The problem with culture for us is that we started late. It’s not like we didn’t know it was important but we didn’t think about it, hence the diversity issues in the early years. Someone else mentioned this earlier today, just build a company that you want to work in. We did that and realised it doesn’t provide enough decisions – so that was a challenge there. This is our mission, doesn’t really matter for you. What does matter is because many companies deal with this identity crisis, you’re started a new company it’s like you’re coming up with a thing that will go on a shelf in a food store. Where does it fit? What’s the category?

HubSpot’s challenge when we started, we could call it internet marketing but that seemed to broad to us. There’s 1000 of those things and no one knows what that means. The closest fit was marketing automation but it was the opposite of what we were doing at the time. We were like we know, we’ll create our own category! I’m not saying it was a mistake, but we underestimated what that means to create your own category, it’s a very easy decision to make, it’s hard to execute on. I think we pulled it off reasonably well – the category we came with at the time called inbound marketing, we made it up. That’s one of the upsides. Downside is no one knows what that is and knows you made it up.

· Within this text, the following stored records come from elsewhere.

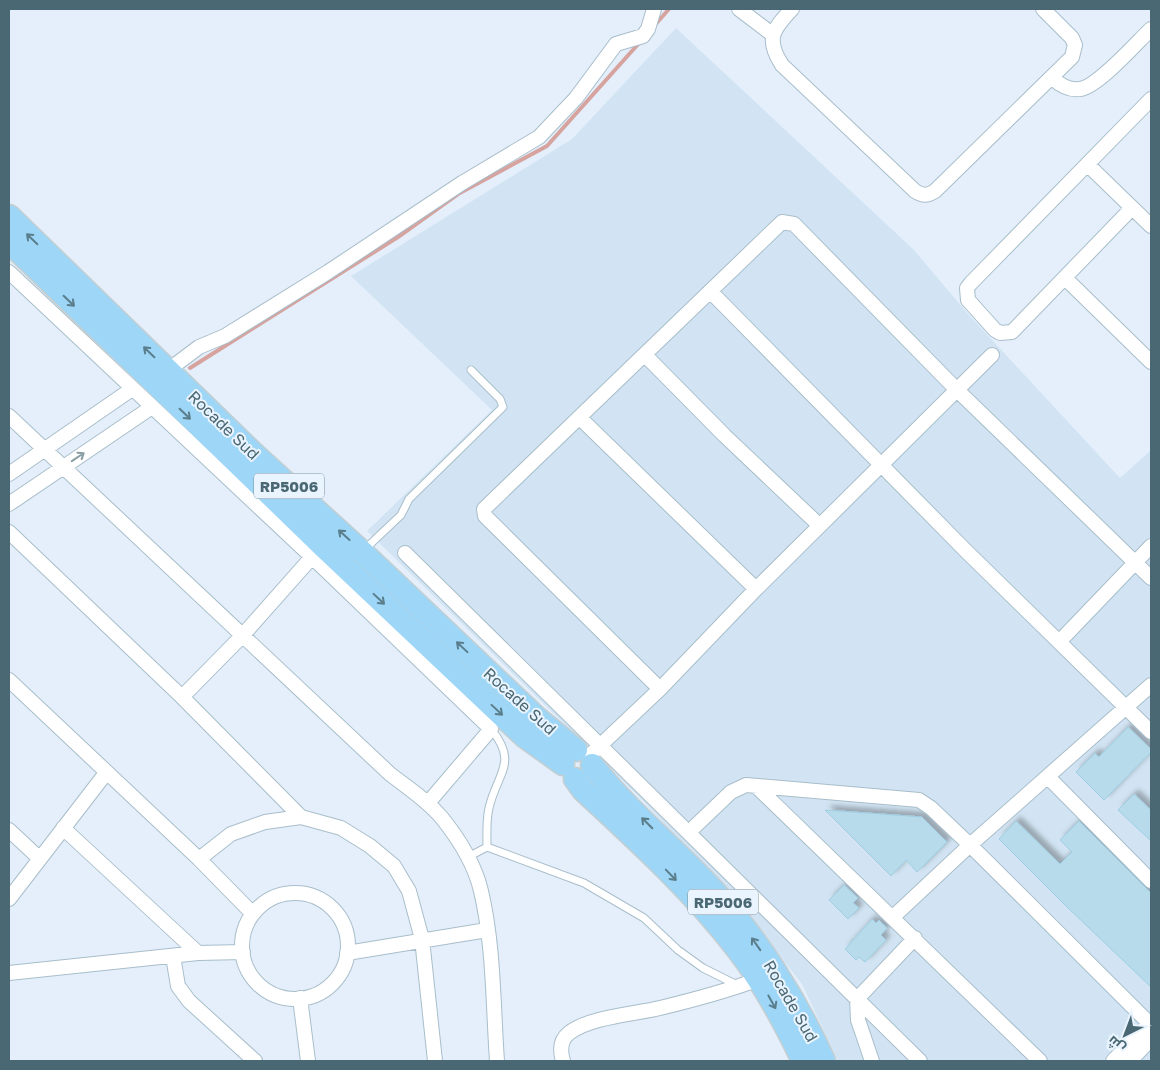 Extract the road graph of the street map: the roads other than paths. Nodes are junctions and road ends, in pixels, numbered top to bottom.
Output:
1 (654, 9) edge
2 (739, 9) edge
3 (792, 9) edge
4 (1043, 9) edge
5 (1151, 28) edge
6 (772, 34) junction
7 (1052, 78) junction
8 (1151, 99) edge
9 (1087, 164) junction
10 (1132, 208) junction
11 (9, 216) edge
12 (1151, 226) edge
13 (9, 242) edge
14 (9, 272) edge
15 (1065, 278) junction
16 (710, 291) junction
17 (645, 355) junction
18 (992, 355) dead end
19 (1151, 362) edge
20 (471, 370) dead end
21 (167, 371) junction
22 (132, 389) junction
23 (956, 389) junction
24 (152, 408) junction
25 (9, 416) edge
26 (580, 418) junction
27 (44, 451) junction
28 (881, 466) junction
29 (61, 468) junction
30 (9, 474) edge
31 (9, 504) edge
32 (819, 525) junction
33 (9, 532) edge
34 (1151, 546) edge
35 (362, 552) junction
36 (405, 553) dead end
37 (312, 557) junction
38 (1136, 562) junction
39 (1151, 578) edge
40 (756, 589) junction
41 (242, 636) junction
42 (1059, 642) junction
43 (9, 680) edge
44 (1151, 685) edge
45 (660, 690) junction
46 (182, 697) junction
47 (1126, 707) junction
48 (491, 729) junction
49 (1151, 732) edge
50 (583, 760) junction
51 (106, 773) junction
52 (1048, 777) junction
53 (756, 786) junction
54 (428, 803) junction
55 (301, 817) junction
56 (63, 828) junction
57 (9, 830) edge
58 (689, 832) junction
59 (970, 845) junction
60 (487, 847) junction
61 (40, 858) junction
62 (468, 858) junction
63 (199, 859) junction
64 (1151, 881) edge
65 (9, 899) edge
66 (253, 914) junction
67 (893, 916) junction
68 (487, 930) junction
69 (915, 938) junction
70 (422, 940) junction
71 (243, 952) junction
72 (198, 953) junction
73 (348, 953) junction
74 (173, 956) junction
75 (9, 973) edge
76 (749, 983) junction
77 (300, 998) junction
78 (857, 999) junction
79 (1151, 1023) edge
80 (1151, 1039) edge
81 (255, 1061) edge
82 (308, 1061) edge
83 (435, 1061) edge
84 (497, 1061) edge
85 (563, 1061) edge
86 (803, 1061) edge
87 (824, 1061) edge
88 (872, 1061) edge
89 (920, 1061) edge
90 (1040, 1061) edge
91 (1113, 1061) edge
92 (1130, 1061) edge

1 - 21 street
2 - 6 street
3 - 6 street
4 - 7 street
5 - 7 street
6 - 7 street
8 - 9 street
9 - 10 street
9 - 15 street
10 - 12 street
10 - 15 street
21 -> 11 highway, Rocade Sud / RP5006
13 -> 50 highway, Rocade Sud / RP5006
14 - 22 street
15 - 19 street
16 - 17 street
16 - 23 street
16 - 28 street
17 - 26 street
17 - 32 street
18 - 23 street
20 - 35 lane
35 -> 21 highway, Rocade Sud / RP5006
22 - 24 street
22 - 27 street
23 - 28 street
23 - 38 street
29 -> 24 street
24 - 37 street
25 - 27 street
26 - 40 street
26 - 45 street
27 - 29 street
27 - 30 street
28 - 32 street
28 - 42 street
29 - 31 street
29 - 41 street
32 - 40 street
33 - 46 street
34 - 38 street
50 -> 35 highway, Rocade Sud / RP5006
36 - 50 street
37 - 41 street
37 - 48 street
38 - 39 street
38 - 42 street
40 - 45 street
41 - 46 street
41 - 54 street
42 - 47 street
43 - 51 street
44 - 47 street
45 - 50 street
46 - 55 street
47 - 49 street
47 - 52 street
48 - 54 street
48 - 60 lane
50 - 58 street
50 -> 76 highway, Rocade Sud / RP5006
87 -> 50 highway, Rocade Sud / RP5006
51 - 56 street
51 - 63 street
52 - 59 street
52 - 64 street
53 - 58 street
53 - 59 street
53 - 67 street
54 - 62 street
55 - 63 street
55 - 70 street
56 - 61 street
56 - 72 street
57 - 61 street
58 - 78 street
59 - 67 street
59 - 79 street
60 - 62 lane
60 - 76 lane
61 - 65 street
62 - 68 street
63 - 66 street
66 - 71 street
66 - 73 street
67 - 69 street
68 - 70 street
68 - 84 street
69 - 78 street
69 - 90 street
70 - 73 street
70 - 83 street
71 - 72 street
71 - 77 street
72 - 74 street
73 - 77 street
74 - 75 street
74 - 81 street
76 - 85 street
76 -> 86 highway, Rocade Sud / RP5006
77 - 82 street
78 - 88 street
78 - 89 street
79 - 91 street
80 - 92 street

One of the things we learned early on is that there are 2 things that you can sell in the world, you could sell a tool that solves a problem people have or you can sell a transformation that says whatever you’ve been doing is wrong, you need to do it this way. They are different, as well as the approaches and the challenge that software companies often have transformations but then they pretend like they are selling a tools. Tools get bought because people knows they have this problem, but this one is better for me for these reasons. They will put it on their cards and buy it. If you’re talking about a mere religion change, it’s hard to pull that off, I don’t care how good your content marketing is. And this didn’t occur to us until much later but you should ask yourselves what are we? Where in the spectrum of tools where people get it versus transformation. So in order for us once we were in it, we were in it to win it

So, when we first started we raised $5 million and I never raised venture capital before and it was the two of us and a house plant in this room. It’s a software company, I don’t know how to spend $5 million. As it turned out we figured out how to spend it cause we raised another $100 in private money and we spent it around creating movement around this category we wanted to build. There was no playbook at the time, we wrote a book and started an event that now has 15k people attend, we have the community and blog and all these things to do it. One of the most important thing we did in terms of things as we didn’t trademark the category. Our goal was not to own it, but for the category to exist that we felt we fit in. So, we said we’re not gonna trademark this, we hope people use it and adopt it because we think these categories need to exist because there’s so many things and we put the dollars behind it to promote it. This is a tough one, so when we started, we started a small and medium business space, almost everyone said don’t do that! Our board, about half the management team [laughing]. It’s been tough because the reason people say this is because as it turns out historically there are very few software companies that succeeded in SMB. And the reason is the cost to acquire a customer – it’s high. Cause it’s expensive to reach them and the lifetime value wasn’t enough to justify the acquisition and the reason is if you’re back in the 80s or 90s you have to get on shelves, and the payment and business models didn’t have a subscription built in and that’s why people pushed back on us and said you won’t be able to pull this off.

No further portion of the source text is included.